Find the line with "ring mcp: (1427, 834)" and the line with "pinky tip: (1357, 832)" in the entries below; output exactly those two lines, every line between them, and no others.

## Provided information
»»

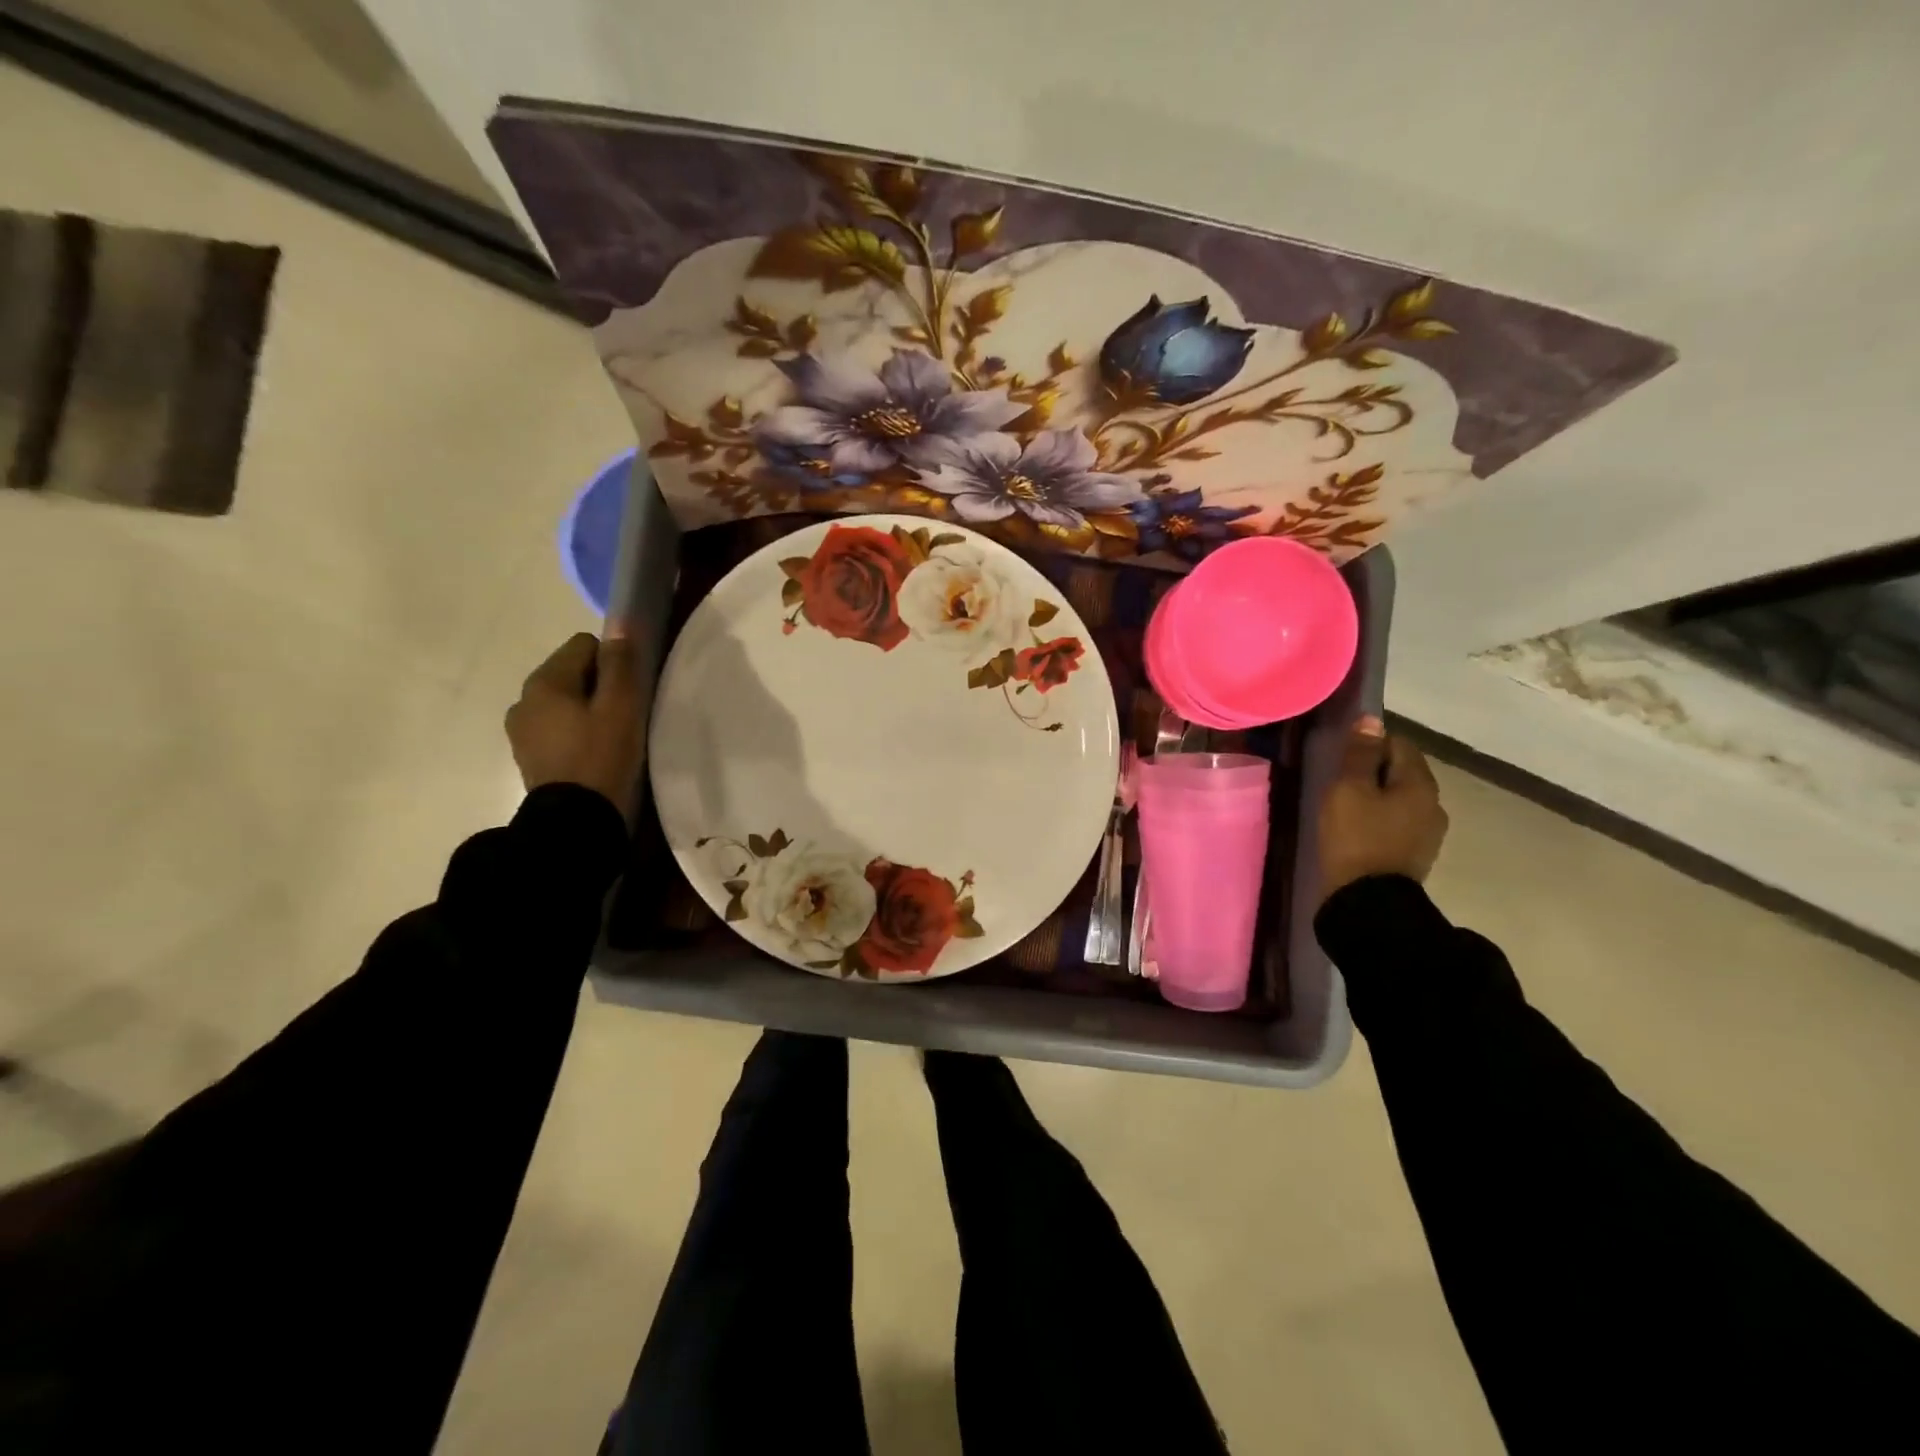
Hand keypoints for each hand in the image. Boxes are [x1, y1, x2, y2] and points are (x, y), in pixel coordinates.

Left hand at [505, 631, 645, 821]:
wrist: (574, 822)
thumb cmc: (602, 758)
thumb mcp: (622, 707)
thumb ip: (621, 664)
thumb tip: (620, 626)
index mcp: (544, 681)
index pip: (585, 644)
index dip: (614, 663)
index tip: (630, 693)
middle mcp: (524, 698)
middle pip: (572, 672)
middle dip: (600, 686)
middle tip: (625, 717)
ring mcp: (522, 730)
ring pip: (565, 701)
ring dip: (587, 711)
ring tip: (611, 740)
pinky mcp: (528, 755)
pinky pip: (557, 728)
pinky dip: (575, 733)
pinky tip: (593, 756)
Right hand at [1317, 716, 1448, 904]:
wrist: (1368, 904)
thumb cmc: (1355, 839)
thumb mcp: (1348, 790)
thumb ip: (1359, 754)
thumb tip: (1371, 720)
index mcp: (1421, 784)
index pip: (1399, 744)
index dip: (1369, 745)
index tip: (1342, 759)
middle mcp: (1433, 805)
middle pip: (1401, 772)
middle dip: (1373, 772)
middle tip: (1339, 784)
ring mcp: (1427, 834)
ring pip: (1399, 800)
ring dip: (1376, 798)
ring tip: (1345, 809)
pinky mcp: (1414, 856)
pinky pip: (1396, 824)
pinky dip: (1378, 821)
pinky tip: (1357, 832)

««
»»

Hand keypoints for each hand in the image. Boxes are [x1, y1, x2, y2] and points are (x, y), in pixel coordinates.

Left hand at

««

## Answer below
ring mcp: (1427, 834)
ring pip: (1399, 800)
ring dip: (1376, 798)
ring tip: (1345, 809)
pinky mcp: (1414, 856)
pinky pip: (1396, 824)
pinky dip: (1378, 821)
pinky tip: (1357, 832)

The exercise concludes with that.